(Work task): Word for word, copy out every line of the records, omitting each picture.

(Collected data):
↓↓↓

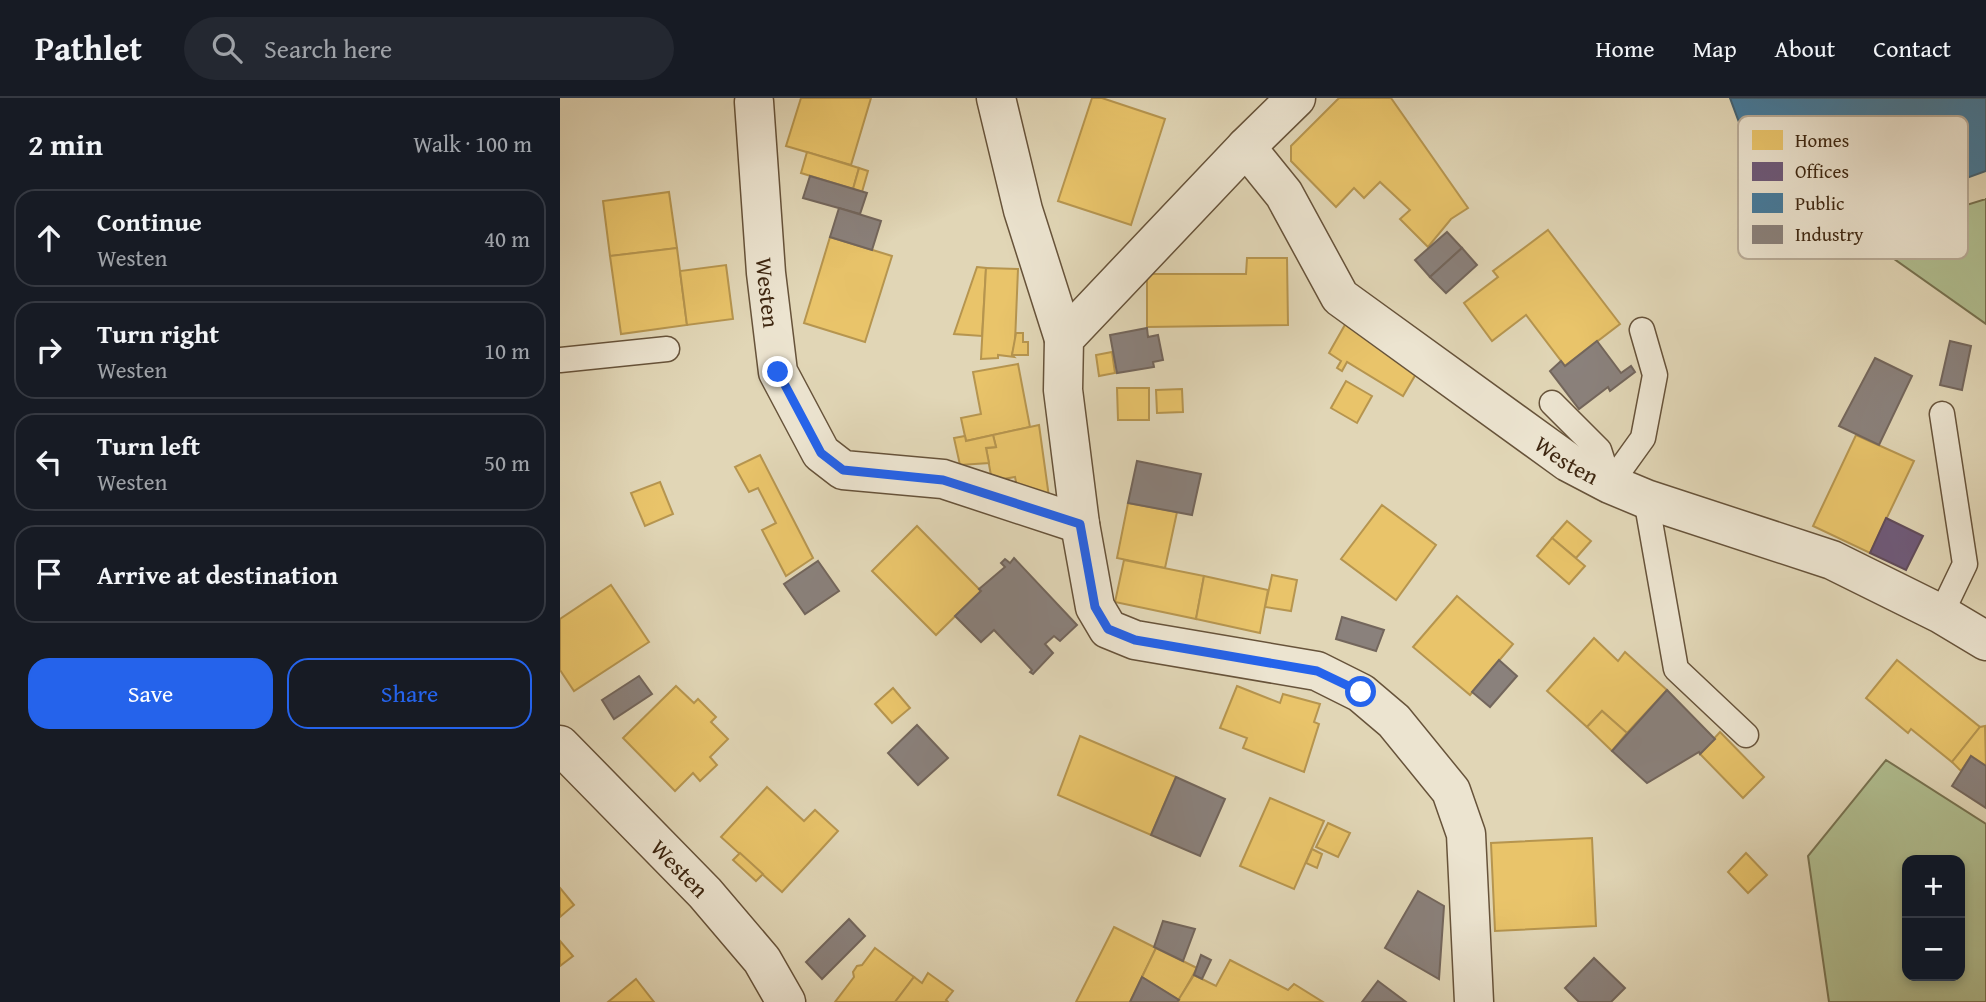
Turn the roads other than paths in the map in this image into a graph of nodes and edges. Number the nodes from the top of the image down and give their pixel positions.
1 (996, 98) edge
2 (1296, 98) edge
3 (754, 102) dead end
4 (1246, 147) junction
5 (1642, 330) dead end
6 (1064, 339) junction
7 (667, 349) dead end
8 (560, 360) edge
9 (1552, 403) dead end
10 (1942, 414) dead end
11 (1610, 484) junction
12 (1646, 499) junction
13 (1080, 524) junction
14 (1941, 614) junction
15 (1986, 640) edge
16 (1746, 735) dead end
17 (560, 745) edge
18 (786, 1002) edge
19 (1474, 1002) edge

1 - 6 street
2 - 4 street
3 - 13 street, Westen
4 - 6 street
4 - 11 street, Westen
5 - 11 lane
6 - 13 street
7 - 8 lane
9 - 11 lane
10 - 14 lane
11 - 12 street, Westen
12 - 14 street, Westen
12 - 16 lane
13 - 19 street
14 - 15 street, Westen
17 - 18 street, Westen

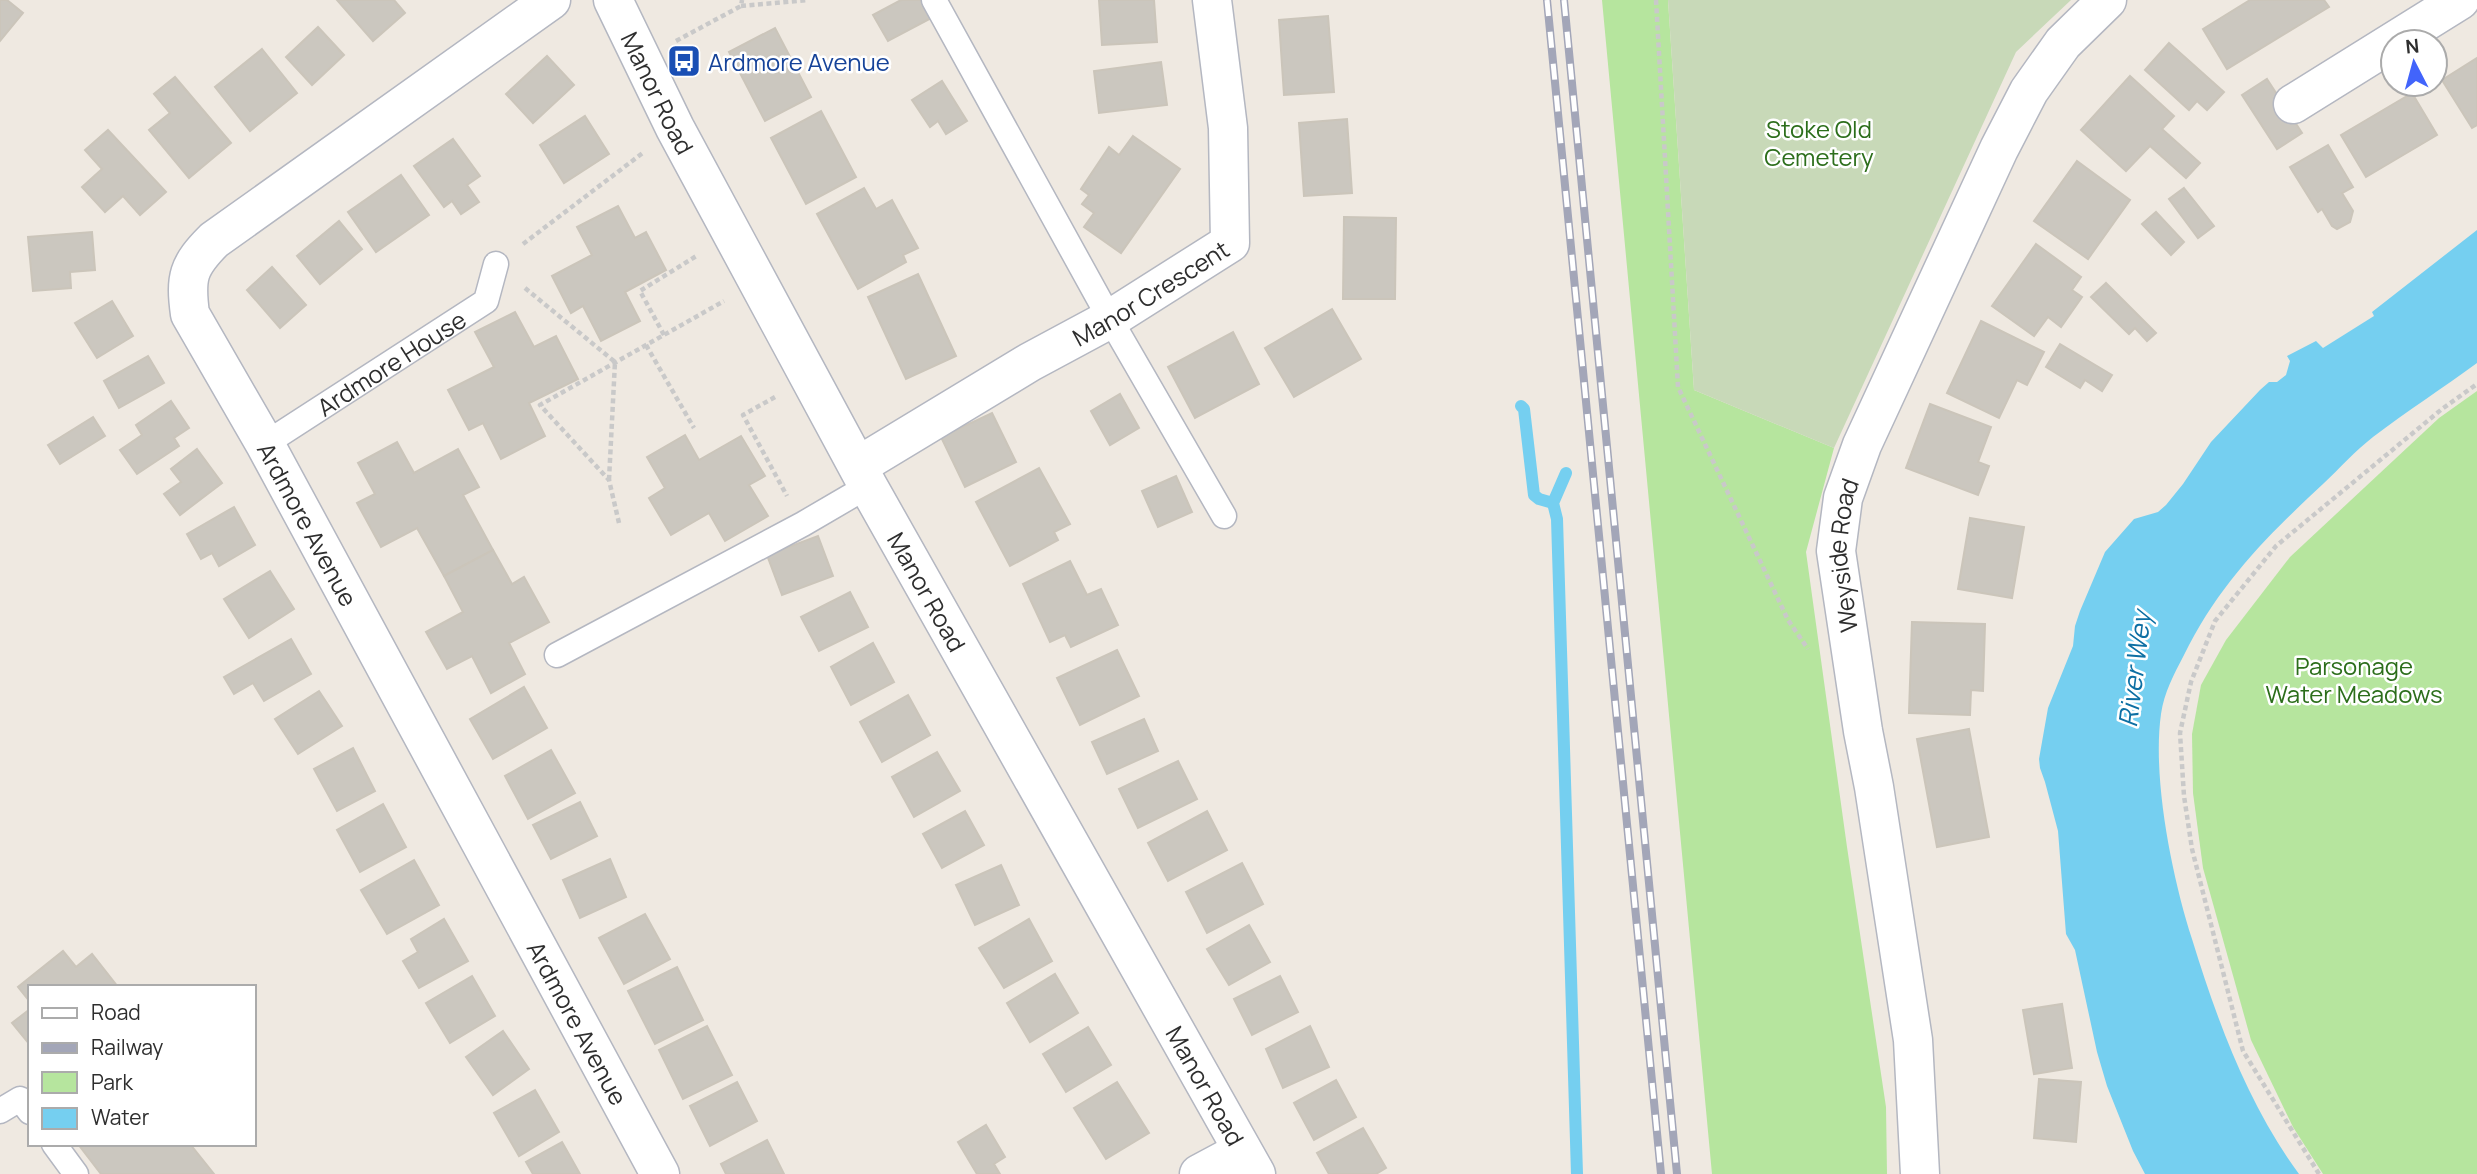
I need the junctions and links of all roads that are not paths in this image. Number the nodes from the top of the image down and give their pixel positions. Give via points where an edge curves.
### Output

↑↑↑

(Expected answer):
Turn the roads other than paths in the map in this image into a graph of nodes and edges. Number the nodes from the top of the image down and give their pixel positions.
1 (996, 98) edge
2 (1296, 98) edge
3 (754, 102) dead end
4 (1246, 147) junction
5 (1642, 330) dead end
6 (1064, 339) junction
7 (667, 349) dead end
8 (560, 360) edge
9 (1552, 403) dead end
10 (1942, 414) dead end
11 (1610, 484) junction
12 (1646, 499) junction
13 (1080, 524) junction
14 (1941, 614) junction
15 (1986, 640) edge
16 (1746, 735) dead end
17 (560, 745) edge
18 (786, 1002) edge
19 (1474, 1002) edge

1 - 6 street
2 - 4 street
3 - 13 street, Westen
4 - 6 street
4 - 11 street, Westen
5 - 11 lane
6 - 13 street
7 - 8 lane
9 - 11 lane
10 - 14 lane
11 - 12 street, Westen
12 - 14 street, Westen
12 - 16 lane
13 - 19 street
14 - 15 street, Westen
17 - 18 street, Westen

I need the junctions and links of all roads that are not paths in this image. Number the nodes from the top of the image down and give their pixel positions. Give via points where an edge curves.
### Output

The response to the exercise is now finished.